Haigh’s perhaps too-carefully orchestrated debut tells the elusive story of one man from the perspectives of the three women he woos, marries, and disappoints.
In 1969, Ken Kimble, chaplain at a Virginia college, deserts his wife Birdie and their two small children. Birdie, a southern magnolia without the steel who’d dropped out of Bible college to marry Ken seven years earlier, is unable to cope and slips into alcoholism. Meanwhile, after a stint of hippie-style wandering, Ken ends up in Florida, where he takes up with Joan. Having recently undergone a mastectomy, the 39-year-old career-driven Jewish journalist from New York feels newly vulnerable and lonely. She never questions the vague nature of Ken’s past or his claim to have a Jewish mother. After their marriage, Ken enters the real-estate business under the patronage of Joan’s uncle, while Joan tries to have a baby despite her doctor’s warning that pregnancy could spur a recurrence of cancer. She suffers a miscarriage, then blames herself for a disastrous visit from Ken’s children during which workaholic Ken shows minimal interest in them. Soon Ken finds himself a widower. In 1979, now a real-estate tycoon in Washington, D.C., Ken rediscovers Dinah, his children’s babysitter back in his Virginia days.
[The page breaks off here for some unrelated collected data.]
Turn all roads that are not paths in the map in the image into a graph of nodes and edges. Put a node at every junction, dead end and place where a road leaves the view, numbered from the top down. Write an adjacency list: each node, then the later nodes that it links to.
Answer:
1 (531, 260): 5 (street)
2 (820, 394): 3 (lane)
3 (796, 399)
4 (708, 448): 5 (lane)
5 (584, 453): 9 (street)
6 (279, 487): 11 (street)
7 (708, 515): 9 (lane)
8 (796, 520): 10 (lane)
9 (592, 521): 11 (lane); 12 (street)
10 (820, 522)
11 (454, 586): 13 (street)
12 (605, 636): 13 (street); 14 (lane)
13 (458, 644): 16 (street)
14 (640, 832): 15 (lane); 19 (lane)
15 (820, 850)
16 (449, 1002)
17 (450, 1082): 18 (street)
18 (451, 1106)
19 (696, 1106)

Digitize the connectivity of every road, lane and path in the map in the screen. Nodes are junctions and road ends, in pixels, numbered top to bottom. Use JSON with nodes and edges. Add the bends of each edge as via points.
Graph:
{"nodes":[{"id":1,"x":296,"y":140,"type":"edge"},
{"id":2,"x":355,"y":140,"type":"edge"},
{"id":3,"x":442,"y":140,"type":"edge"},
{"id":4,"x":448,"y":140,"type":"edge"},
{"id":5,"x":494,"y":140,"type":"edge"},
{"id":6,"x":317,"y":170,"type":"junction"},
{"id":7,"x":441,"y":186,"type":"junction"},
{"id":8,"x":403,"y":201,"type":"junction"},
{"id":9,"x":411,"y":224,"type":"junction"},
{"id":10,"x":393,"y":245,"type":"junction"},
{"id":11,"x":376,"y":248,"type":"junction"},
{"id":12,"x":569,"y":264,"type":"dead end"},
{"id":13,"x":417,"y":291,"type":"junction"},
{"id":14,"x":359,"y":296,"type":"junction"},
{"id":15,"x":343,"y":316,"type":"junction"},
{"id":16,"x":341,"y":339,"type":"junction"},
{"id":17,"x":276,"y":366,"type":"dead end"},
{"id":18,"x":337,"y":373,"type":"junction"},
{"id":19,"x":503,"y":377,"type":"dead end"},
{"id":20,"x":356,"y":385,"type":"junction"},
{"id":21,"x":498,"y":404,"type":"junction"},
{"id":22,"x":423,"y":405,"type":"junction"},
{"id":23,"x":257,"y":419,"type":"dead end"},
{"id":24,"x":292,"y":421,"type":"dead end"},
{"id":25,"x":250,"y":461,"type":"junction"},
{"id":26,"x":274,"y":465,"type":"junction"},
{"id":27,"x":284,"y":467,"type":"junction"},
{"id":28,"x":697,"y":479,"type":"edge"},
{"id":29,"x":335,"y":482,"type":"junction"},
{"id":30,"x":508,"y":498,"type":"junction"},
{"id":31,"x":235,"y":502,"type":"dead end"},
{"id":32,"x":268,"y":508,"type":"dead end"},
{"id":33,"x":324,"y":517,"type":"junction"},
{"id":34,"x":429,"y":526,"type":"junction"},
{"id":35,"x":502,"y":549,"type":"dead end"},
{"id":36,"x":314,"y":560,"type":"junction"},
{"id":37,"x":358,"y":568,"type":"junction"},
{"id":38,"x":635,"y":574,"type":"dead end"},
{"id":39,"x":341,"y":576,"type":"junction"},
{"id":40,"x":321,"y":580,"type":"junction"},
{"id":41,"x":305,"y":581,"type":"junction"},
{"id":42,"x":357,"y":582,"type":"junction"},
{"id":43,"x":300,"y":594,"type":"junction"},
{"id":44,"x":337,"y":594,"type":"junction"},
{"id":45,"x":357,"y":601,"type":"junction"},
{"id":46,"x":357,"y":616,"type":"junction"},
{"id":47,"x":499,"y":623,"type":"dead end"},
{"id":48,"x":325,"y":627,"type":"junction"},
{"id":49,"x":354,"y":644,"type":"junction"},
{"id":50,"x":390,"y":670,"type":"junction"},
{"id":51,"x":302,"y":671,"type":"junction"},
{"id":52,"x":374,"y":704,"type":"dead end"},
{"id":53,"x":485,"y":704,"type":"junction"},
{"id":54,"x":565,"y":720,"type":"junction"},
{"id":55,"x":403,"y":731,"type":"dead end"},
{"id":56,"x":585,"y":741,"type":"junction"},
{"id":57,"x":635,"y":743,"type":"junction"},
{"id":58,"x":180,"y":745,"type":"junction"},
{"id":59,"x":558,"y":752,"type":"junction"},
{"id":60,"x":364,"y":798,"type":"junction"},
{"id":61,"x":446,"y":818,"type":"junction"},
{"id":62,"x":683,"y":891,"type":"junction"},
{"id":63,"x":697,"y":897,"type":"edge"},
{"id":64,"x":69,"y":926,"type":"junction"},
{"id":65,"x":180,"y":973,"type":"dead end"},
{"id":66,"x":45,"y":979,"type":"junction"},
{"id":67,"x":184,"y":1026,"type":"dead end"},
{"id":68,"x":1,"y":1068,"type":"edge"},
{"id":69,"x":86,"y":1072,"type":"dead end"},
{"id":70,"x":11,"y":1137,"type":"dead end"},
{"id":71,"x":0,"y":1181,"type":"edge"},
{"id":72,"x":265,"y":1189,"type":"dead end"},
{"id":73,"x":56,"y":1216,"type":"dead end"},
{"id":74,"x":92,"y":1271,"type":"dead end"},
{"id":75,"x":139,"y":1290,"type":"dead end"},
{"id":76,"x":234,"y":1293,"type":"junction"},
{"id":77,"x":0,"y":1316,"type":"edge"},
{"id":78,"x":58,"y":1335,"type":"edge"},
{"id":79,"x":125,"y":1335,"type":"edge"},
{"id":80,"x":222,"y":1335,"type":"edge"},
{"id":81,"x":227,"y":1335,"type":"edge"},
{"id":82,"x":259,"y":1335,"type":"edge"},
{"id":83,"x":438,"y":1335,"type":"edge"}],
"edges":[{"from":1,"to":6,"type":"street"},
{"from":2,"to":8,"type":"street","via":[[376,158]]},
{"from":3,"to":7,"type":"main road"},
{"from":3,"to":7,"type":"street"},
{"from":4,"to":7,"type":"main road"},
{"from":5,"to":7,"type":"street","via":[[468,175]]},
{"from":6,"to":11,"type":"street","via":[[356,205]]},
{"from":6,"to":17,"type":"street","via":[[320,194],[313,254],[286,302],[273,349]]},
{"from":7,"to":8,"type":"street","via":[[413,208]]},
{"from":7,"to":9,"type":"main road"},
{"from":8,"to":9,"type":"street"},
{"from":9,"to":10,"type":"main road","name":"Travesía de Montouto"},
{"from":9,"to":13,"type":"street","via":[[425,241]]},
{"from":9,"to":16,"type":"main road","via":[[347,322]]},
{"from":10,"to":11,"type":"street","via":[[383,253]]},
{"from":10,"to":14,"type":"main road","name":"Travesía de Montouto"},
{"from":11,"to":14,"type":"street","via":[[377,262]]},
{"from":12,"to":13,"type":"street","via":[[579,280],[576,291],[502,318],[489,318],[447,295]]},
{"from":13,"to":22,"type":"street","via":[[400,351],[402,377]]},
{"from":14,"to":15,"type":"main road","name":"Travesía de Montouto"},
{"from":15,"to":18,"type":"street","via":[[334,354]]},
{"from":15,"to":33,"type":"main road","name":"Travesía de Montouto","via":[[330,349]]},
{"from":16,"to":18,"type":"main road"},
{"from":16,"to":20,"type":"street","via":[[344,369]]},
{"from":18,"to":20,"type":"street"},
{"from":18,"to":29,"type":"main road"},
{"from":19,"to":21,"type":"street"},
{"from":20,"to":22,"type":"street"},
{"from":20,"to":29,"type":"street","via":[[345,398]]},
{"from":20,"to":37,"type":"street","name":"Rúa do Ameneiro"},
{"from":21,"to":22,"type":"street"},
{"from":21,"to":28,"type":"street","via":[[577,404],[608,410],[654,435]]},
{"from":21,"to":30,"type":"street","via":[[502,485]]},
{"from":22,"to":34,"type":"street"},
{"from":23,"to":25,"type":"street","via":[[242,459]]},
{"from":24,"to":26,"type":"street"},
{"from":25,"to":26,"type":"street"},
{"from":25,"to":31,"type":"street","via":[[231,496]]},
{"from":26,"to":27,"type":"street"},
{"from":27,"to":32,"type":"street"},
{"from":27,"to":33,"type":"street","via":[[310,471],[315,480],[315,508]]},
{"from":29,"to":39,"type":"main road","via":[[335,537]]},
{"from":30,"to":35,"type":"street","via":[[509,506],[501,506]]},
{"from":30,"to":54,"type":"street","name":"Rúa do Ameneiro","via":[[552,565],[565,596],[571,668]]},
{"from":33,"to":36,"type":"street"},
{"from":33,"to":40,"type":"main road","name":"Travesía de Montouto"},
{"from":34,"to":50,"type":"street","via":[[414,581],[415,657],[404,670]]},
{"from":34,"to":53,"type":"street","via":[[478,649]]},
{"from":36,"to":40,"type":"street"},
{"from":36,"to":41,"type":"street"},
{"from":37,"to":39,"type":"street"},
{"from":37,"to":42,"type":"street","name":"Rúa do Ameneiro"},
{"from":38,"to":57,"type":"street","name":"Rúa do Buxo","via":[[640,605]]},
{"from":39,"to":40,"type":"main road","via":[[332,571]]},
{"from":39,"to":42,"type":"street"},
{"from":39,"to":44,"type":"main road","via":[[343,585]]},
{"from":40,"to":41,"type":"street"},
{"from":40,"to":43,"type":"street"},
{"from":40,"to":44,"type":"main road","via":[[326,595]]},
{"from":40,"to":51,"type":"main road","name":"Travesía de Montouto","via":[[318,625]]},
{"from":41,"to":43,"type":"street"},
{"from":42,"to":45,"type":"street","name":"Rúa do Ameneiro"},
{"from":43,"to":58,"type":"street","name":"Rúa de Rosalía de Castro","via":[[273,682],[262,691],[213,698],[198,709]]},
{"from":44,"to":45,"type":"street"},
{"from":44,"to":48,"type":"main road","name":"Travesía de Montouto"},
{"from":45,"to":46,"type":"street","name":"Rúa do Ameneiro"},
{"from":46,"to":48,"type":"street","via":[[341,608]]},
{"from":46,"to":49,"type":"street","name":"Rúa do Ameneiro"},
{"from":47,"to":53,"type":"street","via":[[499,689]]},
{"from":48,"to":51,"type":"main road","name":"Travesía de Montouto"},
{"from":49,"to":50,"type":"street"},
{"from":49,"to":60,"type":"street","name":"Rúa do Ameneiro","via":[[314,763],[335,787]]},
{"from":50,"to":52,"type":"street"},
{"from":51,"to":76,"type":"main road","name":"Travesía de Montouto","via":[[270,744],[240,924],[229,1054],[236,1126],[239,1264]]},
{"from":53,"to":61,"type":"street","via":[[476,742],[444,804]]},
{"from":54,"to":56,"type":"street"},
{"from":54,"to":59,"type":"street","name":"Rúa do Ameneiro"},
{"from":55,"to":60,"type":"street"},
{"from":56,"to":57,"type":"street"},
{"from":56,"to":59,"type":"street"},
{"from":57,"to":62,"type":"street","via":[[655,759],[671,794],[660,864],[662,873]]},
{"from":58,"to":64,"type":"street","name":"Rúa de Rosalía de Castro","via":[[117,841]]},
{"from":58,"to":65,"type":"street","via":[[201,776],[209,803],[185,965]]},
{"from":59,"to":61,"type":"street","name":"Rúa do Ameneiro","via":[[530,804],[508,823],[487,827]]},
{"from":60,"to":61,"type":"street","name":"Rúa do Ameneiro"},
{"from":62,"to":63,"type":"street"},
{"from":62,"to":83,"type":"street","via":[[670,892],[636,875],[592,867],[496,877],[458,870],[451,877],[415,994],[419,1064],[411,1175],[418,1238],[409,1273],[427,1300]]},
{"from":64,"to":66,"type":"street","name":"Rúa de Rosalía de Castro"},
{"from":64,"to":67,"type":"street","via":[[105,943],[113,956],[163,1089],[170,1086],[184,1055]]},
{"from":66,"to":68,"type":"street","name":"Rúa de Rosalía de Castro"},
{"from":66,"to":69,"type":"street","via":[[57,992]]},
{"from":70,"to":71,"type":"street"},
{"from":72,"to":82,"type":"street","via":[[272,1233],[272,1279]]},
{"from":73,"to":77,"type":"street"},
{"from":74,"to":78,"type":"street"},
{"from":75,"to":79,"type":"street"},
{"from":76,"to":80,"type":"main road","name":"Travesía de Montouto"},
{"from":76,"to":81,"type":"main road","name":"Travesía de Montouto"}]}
An aspiring chef, Dinah, whose sense of self has been marred by facial disfigurement since birth, remembers a moment of genuine kindness she received from Ken during her painful adolescence. After he pays for an operation to remove her birthmark, the much younger Dinah becomes his suddenly beautiful third wife. Fifteen years later, they have a troubled adolescent son and a loveless marriage. But Dinah is stronger than Ken’s previous two wives. She not only survives and prospers after his final disappearing act, but provides solace for all three of his troubled children.
The measured prose and care for detail show a promising talent, but the overscripted characters’ lives feel more literary than lived.